Hydrotopes such as sodium xylene sulfonate, cumene sulfonate, and short chain alkyl sulfates have been used to enable the preparation of low-foaming, nonionic surfactants in stable, aqueous concentrates (see, e.g., US Patents 3,563,901 and 4,443,270). However, these hydrotopes have little effect when it comes to improving the compatibility of low-foaming surfactants with polycarboxylated polymers in aqueous concentrates. Even in cases where the hydrotopes provide limited compatibility, however, they suffer from the major disadvantage that they affect the food residue antifoam action of the surfactants. Water-miscible solvents, such as isopropanol and propylene glycol, and hydrogen bond-cleaving compounds, such as urea, have also been proposed for use in formulating rinse agents containing low-foaming, nonionic surfactants. However, they have been found to have little or no effect in increasing the compatibility of polycarboxylated polymers with low foaming surfactants. Combinations of a hydrotope and such solvents provide some improvement over the use of one of these compounds alone, but the combinations still result in rinse agents which have limited compatibility and which adversely affect food residue foaming activity.
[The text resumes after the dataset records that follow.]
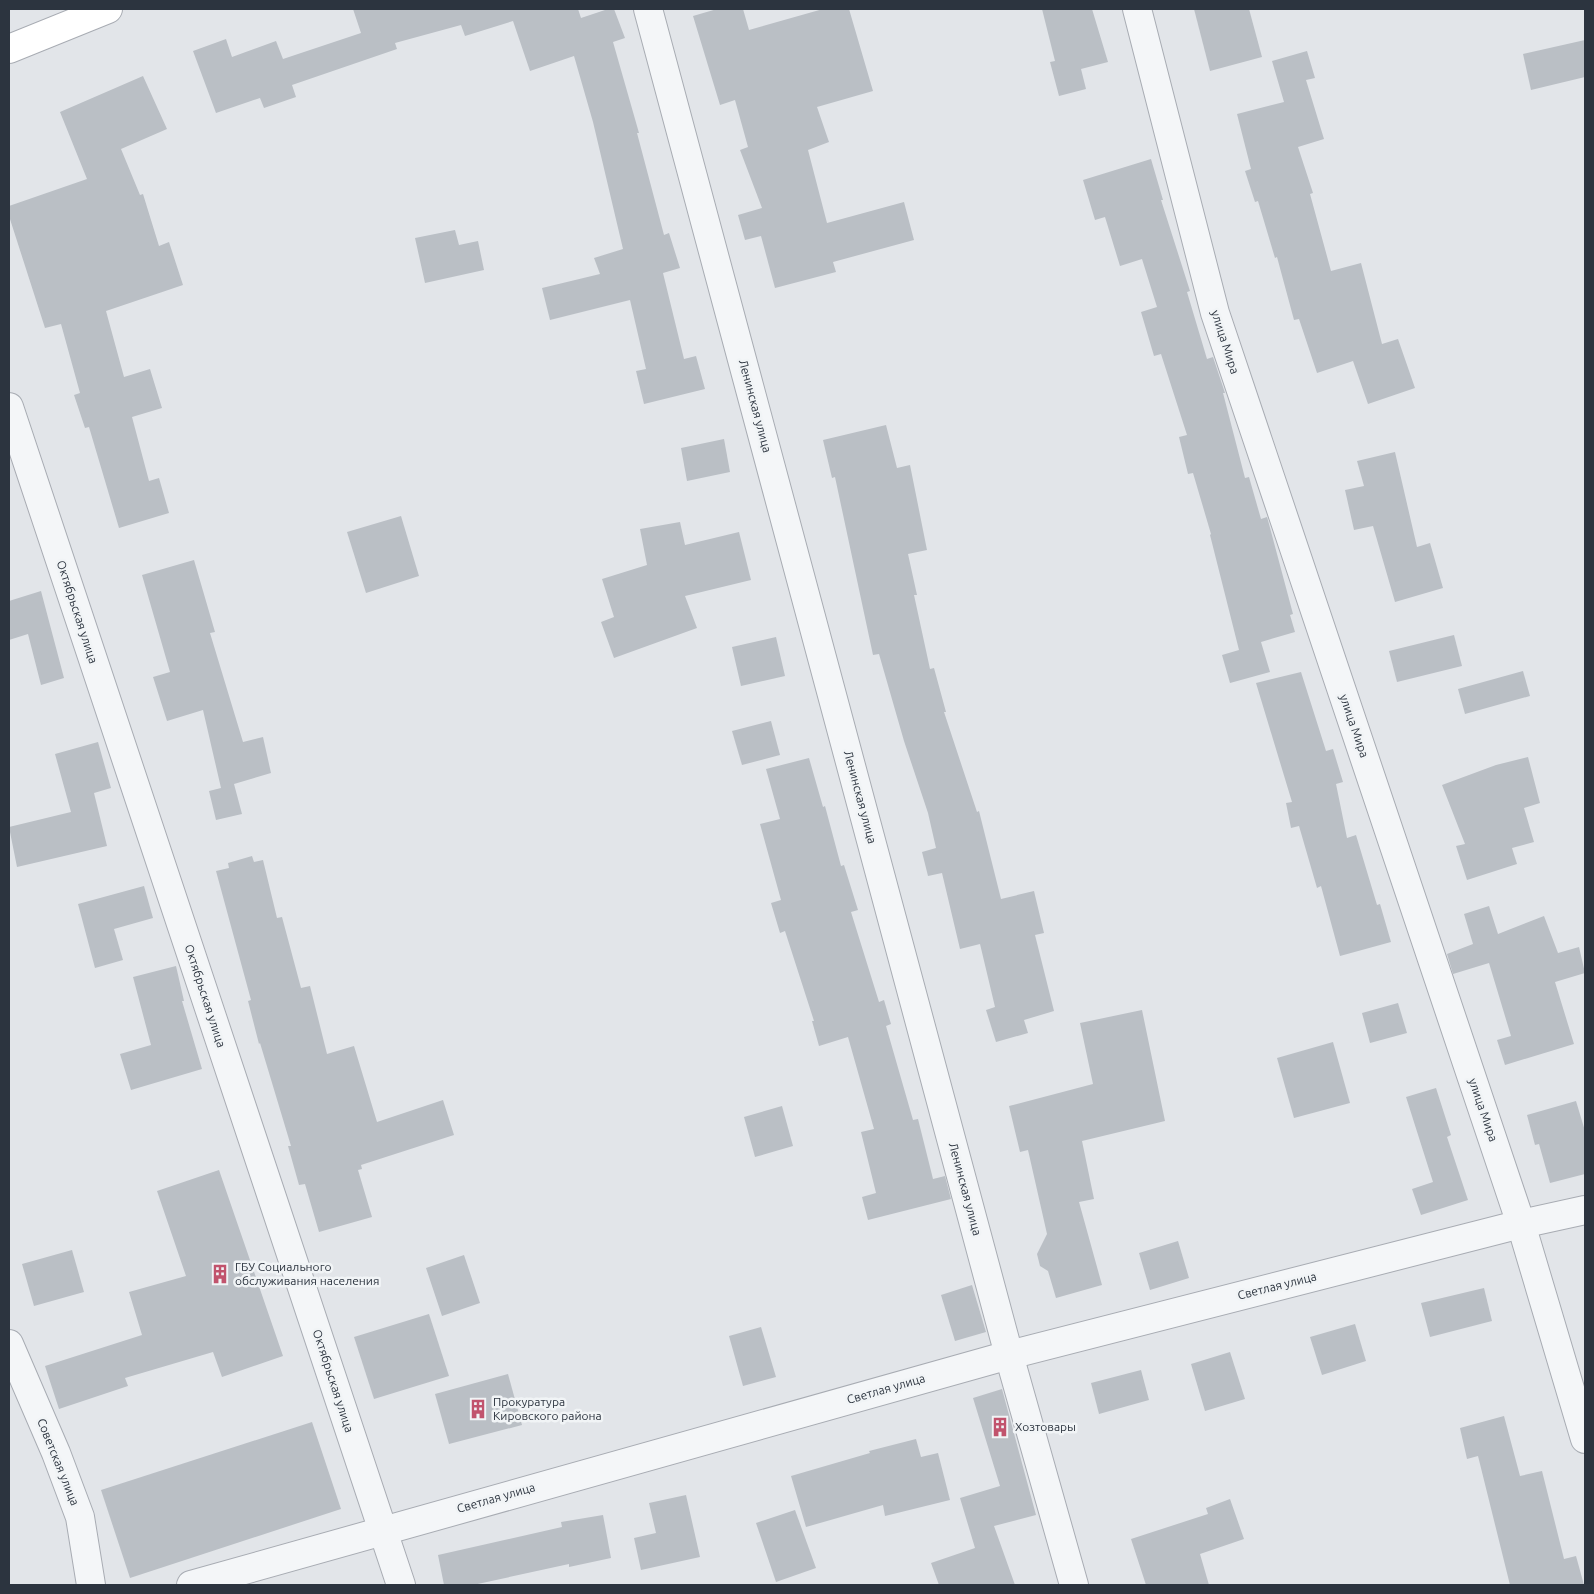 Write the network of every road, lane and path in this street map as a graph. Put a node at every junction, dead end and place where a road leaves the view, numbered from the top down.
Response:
1 (108, 9) edge
2 (648, 9) edge
3 (1137, 9) edge
4 (9, 49) edge
5 (9, 407) edge
6 (1585, 1210) edge
7 (1521, 1224) junction
8 (9, 1344) edge
9 (1009, 1354) junction
10 (1585, 1439) edge
11 (382, 1530) junction
12 (91, 1585) edge
13 (191, 1585) edge
14 (402, 1585) edge
15 (1074, 1585) edge

1 - 4 main road
2 - 9 street, Ленинская улица
3 - 7 street, улица Мира
5 - 11 street, Октябрьская улица
6 - 7 street, Светлая улица
7 - 9 street, Светлая улица
7 - 10 street, улица Мира
8 - 12 street, Советская улица
9 - 11 street, Светлая улица
9 - 15 street, Ленинская улица
11 - 13 street, Светлая улица
11 - 14 street, Октябрьская улица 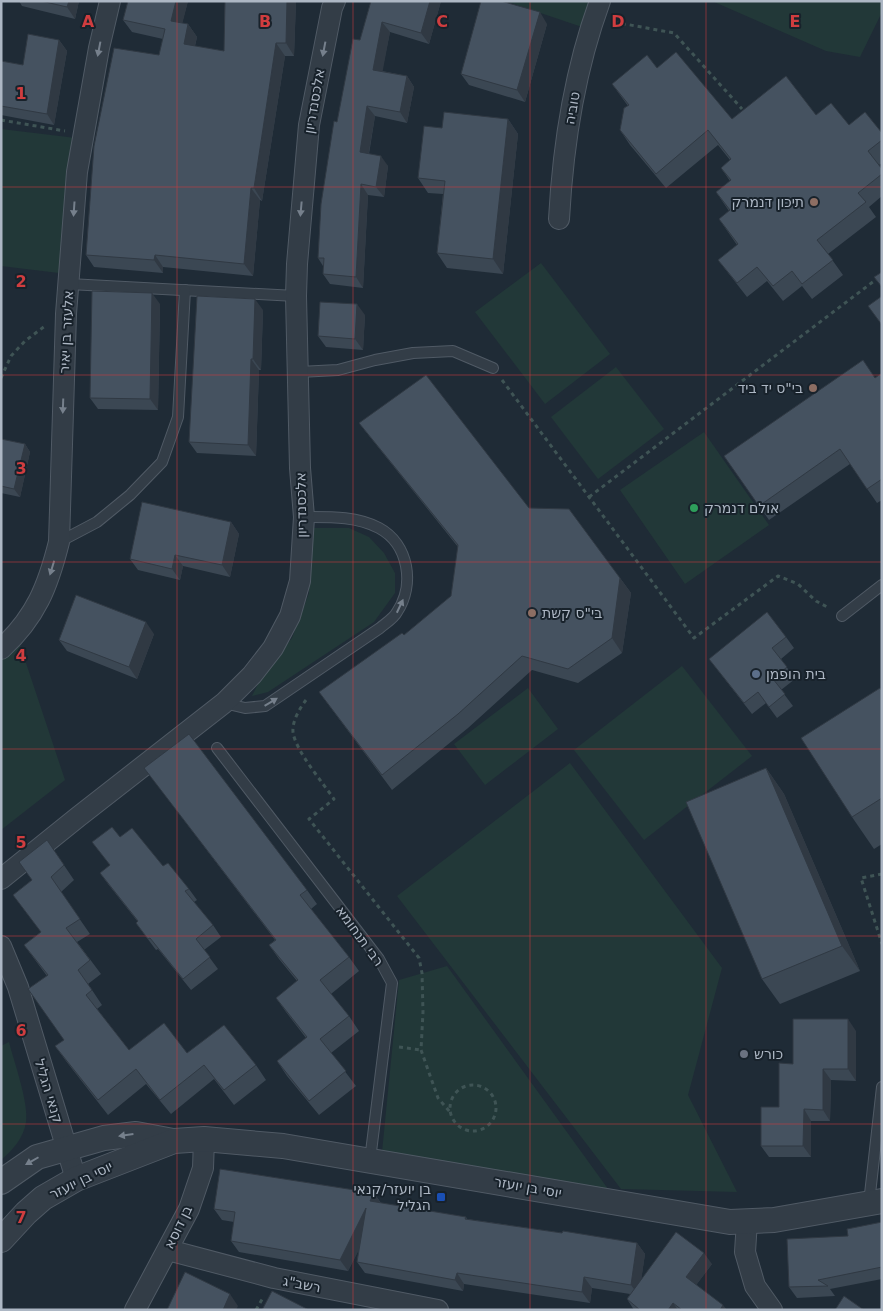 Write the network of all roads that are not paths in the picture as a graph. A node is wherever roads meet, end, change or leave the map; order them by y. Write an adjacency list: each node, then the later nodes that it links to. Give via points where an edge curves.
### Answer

Low-molecular polyelectrolytes have been combined with low-foaming surfactants in powdered synthetic detergents. US patent 4,203,858 describes a low-foaming, phosphate-free agent for dishwashers, which comprises an alkali metal or ammonium carbonate, such as sodium carbonate, a water-soluble salt of a polyelectrolyte with a molecular weight of 500-4,000, and optionally up to 10% by weight of a antifoam, nonionic surfactant. The weight ratio between polyelectrolyte and carbonate is from 5:95 to 20:80. Typically, the polyelectrolytes are acrylic, methacrylic, maleic and itaconic acid polymers. Homopolymers and copolymers of acrylic and methacrylic acid with a molecular weight in the range from 504 to 1,291 are preferred. In the above-mentioned US patent document 4,203,858, it is described that the main differences between this agent and previously known agents for dishwashers are the low concentration of polyelectrolyte, and that these polyelectrolytes have a poor ability to form complexes with metal ions. Other publications where (meth)acrylic acid polymers and their salts in synthetic detergents and for use in cleaning are described, among others, in US patents 3,671,550, 3,853,981. 3,950,260, 3,933,663, 3,922,230 and 4,521,332. However, none of these publications indicate the use of or solutions for polyelectrolytes with low-foaming surfactants in fabric softener concentrates.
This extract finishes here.